> PROBLEM DESCRIPTION:
Your answer should be one number, the count of lines in the records that carry the string "index".

═══

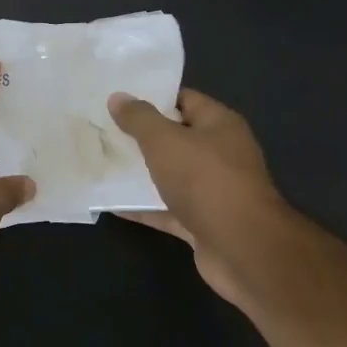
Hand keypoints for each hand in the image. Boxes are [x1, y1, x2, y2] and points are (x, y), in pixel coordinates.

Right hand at [107, 88, 292, 309]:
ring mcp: (213, 191)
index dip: (153, 98)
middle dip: (141, 136)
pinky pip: (167, 209)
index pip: (185, 100)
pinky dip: (143, 207)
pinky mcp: (203, 223)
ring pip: (171, 175)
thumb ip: (139, 118)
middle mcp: (220, 154)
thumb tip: (118, 97)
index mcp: (219, 125)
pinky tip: (112, 204)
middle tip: (103, 130)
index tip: (119, 100)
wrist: (243, 249)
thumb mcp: (164, 140)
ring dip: (141, 173)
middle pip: (176, 139)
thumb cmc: (205, 180)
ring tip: (103, 163)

═══

> ANSWER SPACE:
4